700手間
ワシが仕留めた一匹とデイワズ前伯爵が仕留めたもう一匹を馬が引くソリに乗せ、狩りを始めてからかなり早い時間ではあるが引き上げるその段になっても、油でも指したかのように滑らかな口の猟犬の飼い主は話を止めない。ワシとしては子オオカミを育てるのになかなか有用な話もあるので、耳を傾けることに否やは無いのだが、それにしても話が長い。
どうも馬に比べ世話になる人の範囲が狭くイマイチどう凄いのか分からないからか、猟犬の飼い主というのは馬番などより一段低くみられるらしく、特にワシやデイワズ前伯爵のように身分の高い者から褒められることなど滅多に……いや、今まで無かったようでうれしさのあまりかなり饒舌になっているようだ。
その話の長さに子オオカミはワシの胸元でお腹いっぱいになったこともあるだろうがぐっすりと、飼い主の周りを固めている猟犬たちも、心なしかそんな主に呆れたような目を向けている気さえする。
「しかし、優秀なのは分かったのじゃが、その子らだけでは大変じゃろ」
「セルカ様とデイワズ様の為に最も優秀な者たちを連れてきましたが、施設には十数匹居りますので。すぐに狩りへと同行できる者が、ですので育成中の子を含めればもっと居りますが」
「ほほう、そんなにおるんじゃな」
「セルカ様がご希望でしたら何匹かお譲りすることも可能ですが」
「あぁ、いや。

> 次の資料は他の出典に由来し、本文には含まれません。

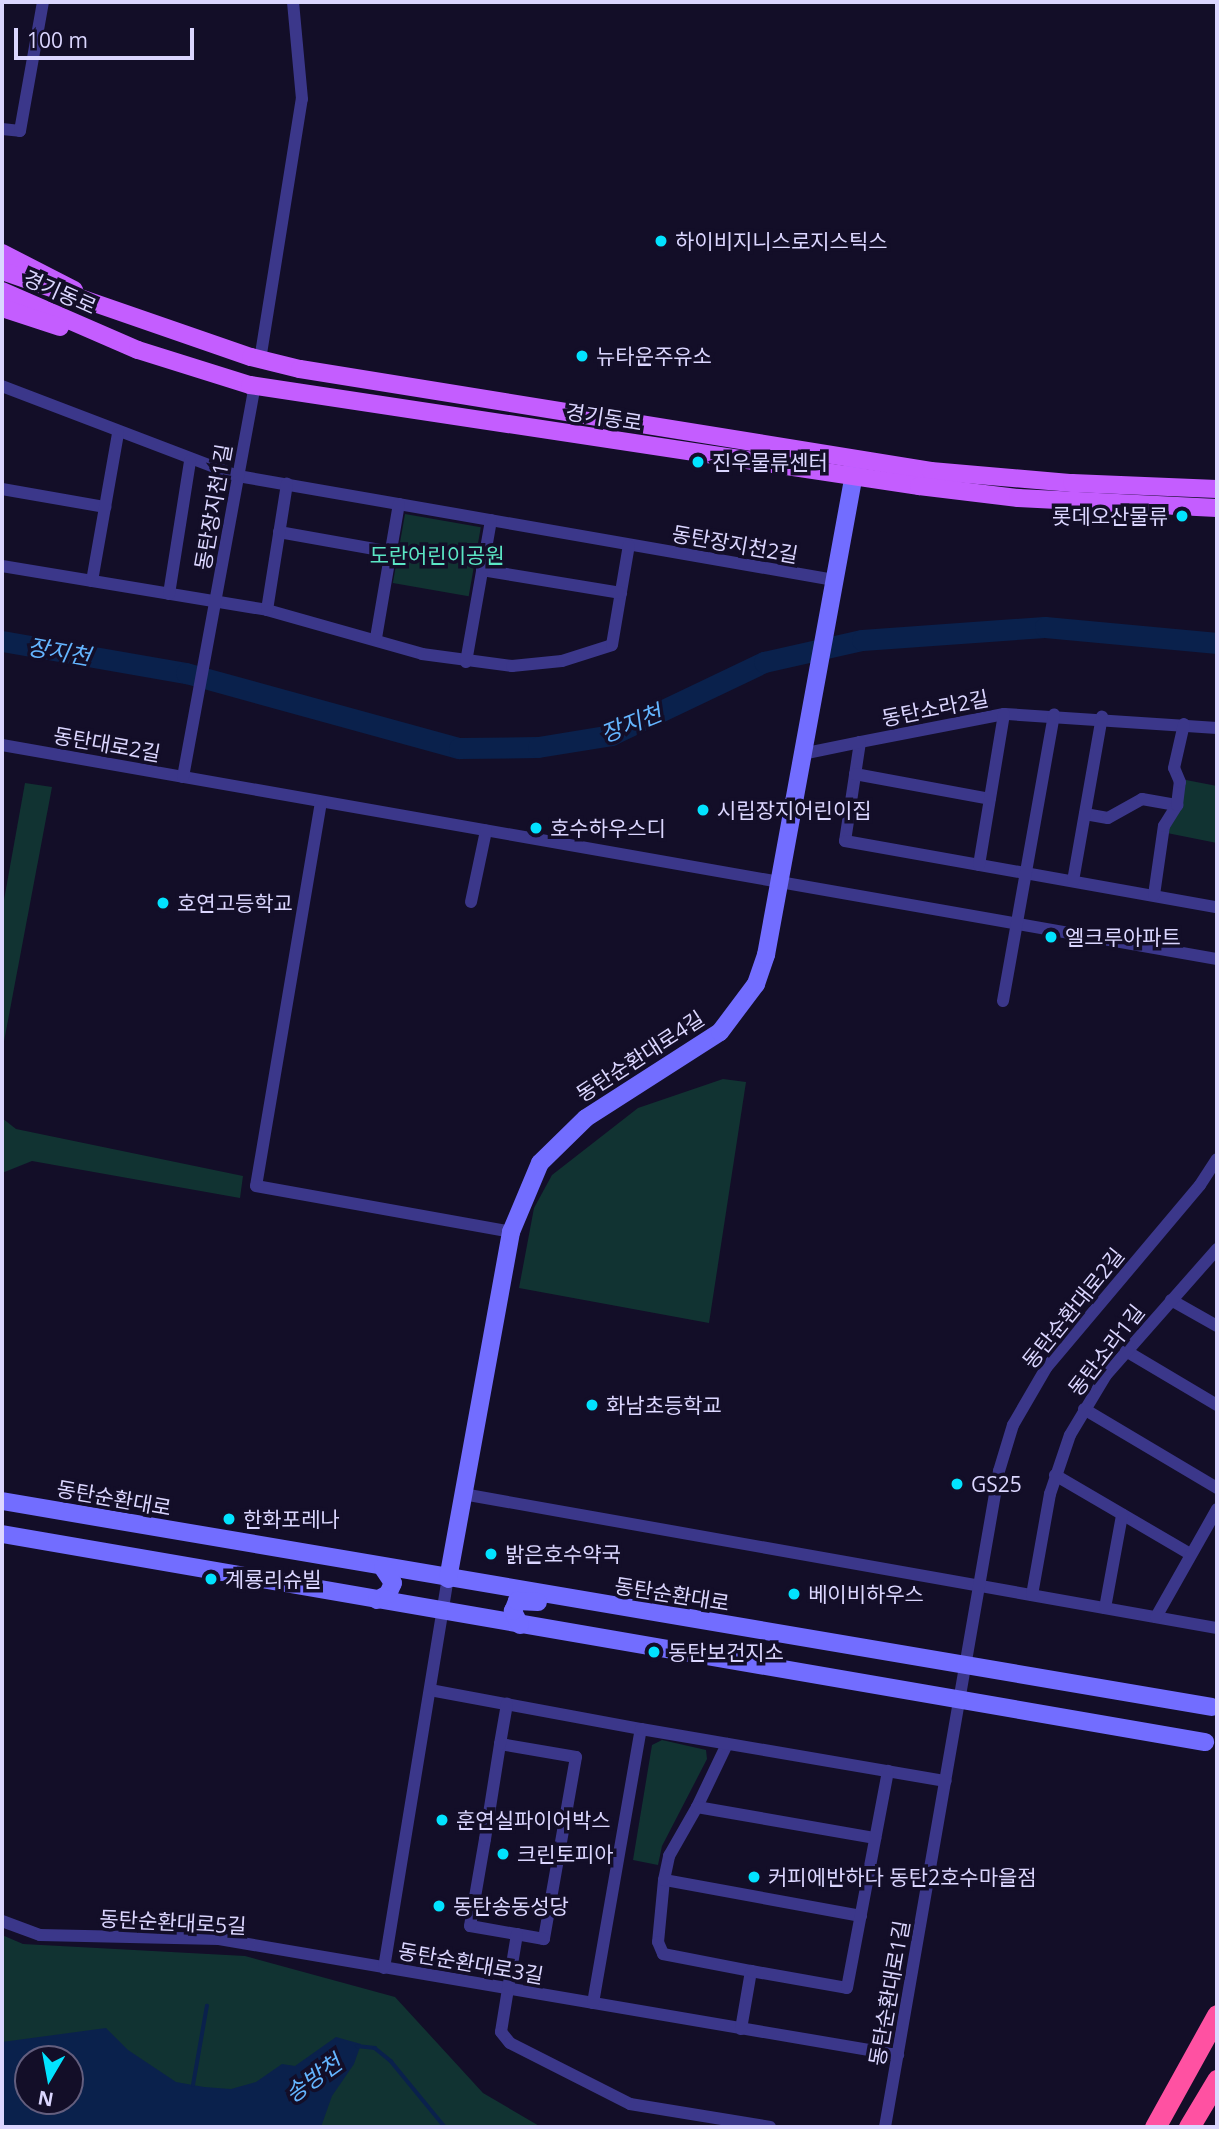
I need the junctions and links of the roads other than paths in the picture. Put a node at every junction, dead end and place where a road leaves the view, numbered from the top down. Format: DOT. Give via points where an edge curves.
graph roads {
  1 [pos="44,2"];
  2 [pos="293,2"];
  3 [pos="2,129"];
  4 [pos="2,253"];
  5 [pos="2,271"];
  6 [pos="2,291"];
  7 [pos="2,308"];
  8 [pos="107,310"];
  9 [pos="138,350"];
  10 [pos="260,359"];
  11 [pos="255,386"];
  12 [pos="2,387"];
  13 [pos="118,433"];
  14 [pos="857,460"];
  15 [pos="190,461"];
  16 [pos="239,476"];
  17 [pos="852,478"];
  18 [pos="287,484"];
  19 [pos="2,489"];
  20 [pos="1217,489"];
  21 [pos="398,504"];
  22 [pos="105,507"];
  23 [pos="1217,508"];
  24 [pos="491,520"];
  25 [pos="279,532"];
  26 [pos="629,545"];
  27 [pos="391,552"];
  28 [pos="2,566"];
  29 [pos="482,570"];
  30 [pos="834,580"];
  31 [pos="92,581"];
  32 [pos="621,593"];
  33 [pos="169,594"];
  34 [pos="216,601"];
  35 [pos="267,610"];
  36 [pos="376,638"];
  37 [pos="466,662"];
  38 [pos="1004,714"];
  39 [pos="1054,714"];
  40 [pos="1102,718"];
  41 [pos="1184,724"];
  42 [pos="1217,727"];
  43 [pos="860,742"];
  44 [pos="2,746"];
  45 [pos="802,754"];
  46 [pos="187,755"];
  47 [pos="855,774"];
  48 [pos="183,777"];
  49 [pos="990,799"];
  50 [pos="321,802"];
  51 [pos="1177,805"];
  52 [pos="1085,814"];
  53 [pos="486,831"];
  54 [pos="979,865"];
  55 [pos="1026,873"];
  56 [pos="1073,881"];
  57 [pos="779,882"];
  58 [pos="1154,895"];
  59 [pos="471,902"];
  60 [pos="1217,907"];
  61 [pos="1017,924"];
  62 [pos="1217,959"];
  63 [pos="1003,1001"];
  64 [pos="1217,1159"];
  65 [pos="511,1232"];
  66 [pos="1217,1249"];
  67 [pos="1171,1300"];
  68 [pos="1217,1326"];
  69 [pos="1126,1351"];
  70 [pos="1217,1405"];
  71 [pos="1084,1409"];
  72 [pos="1055,1475"];
  73 [pos="1217,1488"];
  74 [pos="463,1494"];
  75 [pos="2,1501"];
  76 [pos="1217,1509"];
  77 [pos="1122,1515"];
  78 [pos="1205,1529"];
  79 [pos="2,1534"];
  80 [pos="1217,1536"];
  81 [pos="1190,1554"];
  82 [pos="383,1568"];
  83 [pos="448,1579"];
  84 [pos="980,1586"];
  85 [pos="1032,1595"];
  86 [pos="377,1600"];
  87 [pos="1105,1608"];
  88 [pos="629,1610"];
  89 [pos="443,1612"];
  90 [pos="1156,1617"];
  91 [pos="520,1625"];
  92 [pos="1217,1628"];
  93 [pos="966,1666"];
  94 [pos="430,1690"];
  95 [pos="960,1700"];
  96 [pos="507,1704"];
  97 [pos="1212,1707"];
  98 [pos="641,1729"];
  99 [pos="1205,1742"];
  100 [pos="500,1744"];
  101 [pos="727,1744"];
  102 [pos="888,1771"];
  103 [pos="946,1782"];
  104 [pos="697,1807"];
  105 [pos="874,1839"];
  106 [pos="664,1880"];
  107 [pos="861,1916"];
  108 [pos="2,1921"];
  109 [pos="517,1934"];
  110 [pos="384,1968"];
  111 [pos="751,1971"];
  112 [pos="508,1989"];
  113 [pos="593,2003"];
  114 [pos="1212,2023"];
  115 [pos="741,2029"];
  116 [pos="898,2055"];
  117 [pos="1217,2080"];
  118 [pos="770,2127"];
  119 [pos="886,2127"];
  120 [pos="1155,2127"];
  121 [pos="1189,2127"];
  1 -- 3 [label="street" via="20,131"];
  2 -- 10 [label="street" via="302,99"];
  4 -- 8 [label="main road"];
  5 -- 8 [label="main road, 경기동로"];
  6 -- 9 [label="main road, 경기동로"];
  7 -- 9 [label="main road"];
  8 -- 10 [label="main road, 경기동로"];
  9 -- 11 [label="main road, 경기동로"];
  10 -- 14 [label="main road, 경기동로"];
  11 -- 16 [label="street, 동탄장지천1길"];
  11 -- 17 [label="main road, 경기동로"];
  12 -- 13 [label="street, 동탄장지천2길"];
  13 -- 15 [label="street, 동탄장지천2길"];
  13 -- 22 [label="street"];
  14 -- 17 [label="main road, 동탄순환대로4길"];
  14 -- 20 [label="main road, 경기동로" via="1072,483"];
  15 -- 16 [label="street, 동탄장지천2길"];
  15 -- 33 [label="street"];
  16 -- 18 [label="street, 동탄장지천2길"];
  16 -- 34 [label="street, 동탄장지천1길"];
  17 -- 23 [label="main road, 경기동로" via="1018,498"];
  17 -- 30 [label="main road, 동탄순환대로4길"];
  18 -- 21 [label="street, 동탄장지천2길"];
  18 -- 25 [label="street"];
  19 -- 22 [label="street"];
  21 -- 24 [label="street, 동탄장지천2길"];
  21 -- 27 [label="street"];
  22 -- 31 [label="street"];
  24 -- 26 [label="street, 동탄장지천2길"];
  24 -- 29 [label="street"];
  25 -- 27 [label="street"];
  25 -- 35 [label="street"];
  26 -- 30 [label="street, 동탄장지천2길"];
  26 -- 32 [label="street"];
  27 -- 36 [label="street"];
  28 -- 31 [label="street"];
  29 -- 32 [label="street"];
  29 -- 37 [label="street"];
  30 -- 45 [label="main road, 동탄순환대로4길"];
  31 -- 33 [label="street"];
  32 -- 37 [label="street" via="612,645 594,653 512,666"];
  33 -- 34 [label="street"];
  34 -- 35 [label="street"];
  34 -- 46 [label="street, 동탄장지천1길"];
  35 -- 36 [label="street"];
  36 -- 37 [label="street"];
  38 -- 39 [label="street, 동탄소라2길"];
  38 -- 43 [label="street, 동탄소라2길"];
  38 -- 49 [label="street"];
  39 -- 40 [label="street, 동탄소라2길"];
  39 -- 55 [label="street"];
  40 -- 41 [label="street, 동탄소라2길"];
  40 -- 52 [label="street"];
  41 -- 42 [label="street, 동탄소라2길"];
  41 -- 51 [label="street" via="1174,768 1180,782"];
  43 -- 45 [label="street"];
  43 -- 47 [label="street, 동탄소라2길"];
  44 -- 48 [label="street, 동탄대로2길"];
  45 -- 57 [label="main road, 동탄순환대로4길"];
  46 -- 48 [label="street, 동탄대로2길"];
  47 -- 49 [label="street"];
  47 -- 54 [label="street, 동탄소라2길" via="845,841"];
  48 -- 50 [label="street"];
  49 -- 54 [label="street"];
  50 -- 53 [label="street"];
  50 -- 65 [label="street" via="256,1186"];
  51 -- 52 [label="street" via="1142,799 1108,818"];
  51 -- 58 [label="street" via="1164,826"];
  52 -- 56 [label="street"];
  53 -- 57 [label="street"];
  53 -- 59 [label="street"];
  54 -- 55 [label="street, 동탄소라2길"];
  55 -- 56 [label="street, 동탄소라2길"];
  55 -- 61 [label="street"];
  56 -- 58 [label="street, 동탄소라2길"];
  57 -- 61 [label="street"];
  57 -- 65 [label="main road, 동탄순환대로4길" via="766,955 743,1006 696,1050 586,1118 561,1139 540,1163"];
  58 -- 60 [label="street, 동탄소라2길"];
  61 -- 62 [label="street"];
  61 -- 63 [label="street"];
  64 -- 84 [label="street, 동탄순환대로2길" via="1028,1396 999,1471"];
  65 -- 74 [label="main road, 동탄순환대로4길"];
  66 -- 67 [label="street, 동탄소라1길"];
  67 -- 68 [label="street"];
  67 -- 69 [label="street, 동탄소라1길"];
  69 -- 70 [label="street"];
  69 -- 71 [label="street, 동탄소라1길"];
  71 -- 72 [label="street, 동탄소라1길"];
  71 -- 73 [label="street"];
  72 -- 77 [label="street"];
  72 -- 85 [label="street, 동탄소라1길"];
  74 -- 83 [label="main road, 동탄순환대로4길"];
  74 -- 84 [label="street"];
  75 -- 82 [label="main road, 동탄순환대로"];
  76 -- 78 [label="street"];
  77 -- 81 [label="street"];
  77 -- 87 [label="street"];
  78 -- 80 [label="street"];
  78 -- 81 [label="street"];
  79 -- 86 [label="main road"];
  81 -- 90 [label="street"];
  82 -- 83 [label="main road, 동탄순환대로"];
  82 -- 86 [label="main road" via="393,1583 388,1594"];
  83 -- 88 [label="main road, 동탄순환대로"];
  83 -- 89 [label="street, 동탄순환대로3길"];
  84 -- 85 [label="street"];
  84 -- 93 [label="street, 동탄순환대로2길"];
  85 -- 87 [label="street"];
  86 -- 89 [label="main road"];
  87 -- 90 [label="street"];
  88 -- 91 [label="main road" via="517,1601 513,1611"];
  88 -- 93 [label="main road, 동탄순환대로"];
  89 -- 91 [label="main road"];
  89 -- 94 [label="street, 동탄순환대로3길"];
  90 -- 92 [label="street"];
  91 -- 95 [label="main road"];
  93 -- 95 [label="street, 동탄순환대로2길"];
  93 -- 97 [label="main road, 동탄순환대로"];
  94 -- 96 [label="street"];
  94 -- 110 [label="street, 동탄순환대로3길"];
  95 -- 99 [label="main road"];
  95 -- 103 [label="street, 동탄순환대로1길"];
  96 -- 98 [label="street"];
  96 -- 100 [label="street"];
  98 -- 101 [label="street"];
  98 -- 113 [label="street"];
  100 -- 109 [label="street" via="470,1926"];
  100 -- 109 [label="street" via="576,1757 544,1939"];
  101 -- 102 [label="street"];
  101 -- 104 [label="street"];
  102 -- 103 [label="street"];
  102 -- 105 [label="street"];
  103 -- 116 [label="street, 동탄순환대로1길"];
  104 -- 105 [label="street"];
  104 -- 106 [label="street" via="668,1856"];
  105 -- 107 [label="street"];
  106 -- 107 [label="street"];
  106 -- 111 [label="street" via="658,1942 663,1954"];
  107 -- 111 [label="street" via="847,1988"];
  108 -- 110 [label="street, 동탄순환대로5길" via="40,1935 219,1939"];
  109 -- 112 [label="street"];
  110 -- 112 [label="street, 동탄순환대로3길"];
  111 -- 115 [label="street"];
  112 -- 113 [label="street, 동탄순환대로3길"];
  112 -- 118 [label="street" via="501,2032 510,2043 630,2104"];
  113 -- 115 [label="street, 동탄순환대로3길"];
  114 -- 120 [label="highway"];
  115 -- 116 [label="street, 동탄순환대로3길"];
  116 -- 119 [label="street, 동탄순환대로1길"];
  117 -- 121 [label="highway"];
}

ワシにはこの子がおるから十分じゃ」
胸元で呑気に眠りこけている子オオカミを撫でればぴくぴくと動く耳に相好を崩す、それにお譲りするの下りでまるで嫁に行く娘を見守る父親の様な顔をされては、たとえその気になったとしても欲しいとは言えない。
「左様ですか、でしたらその子の教育係として施設に努めている者から、何名か派遣することも可能でございますが、いかが致しましょうか」
「ふぅむ、それは魅力的な提案じゃが……猟犬を育てる訳ではないからのぉ」
「そうだったのですか?」
任せるにせよ自分でやるにせよノウハウを持った者が近くに居るのと居ないのでは様々なことへの対処が変わってくるのは当然、しかしワシの場合はある程度は飼育のノウハウがなくとも意思疎通が出来る上に基本的にワシに逆らうようなことはしないので大丈夫だろう。
それにだ、同僚をワシの様な身分の高い者の傍に送り付けるというのに、要らないモノを処分してくれるぞみたいな笑顔で言われても……。
「それに雇用となると、ワシの一存では決められんしのぉ……」
ワシがそういった瞬間、フレデリックが若干胡乱な目をワシに向けたがそんなモノは見なかったとばかりに起こさないように眠っている子オオカミの足をいじったりしてようやく静かになった帰り道を行くのだった……。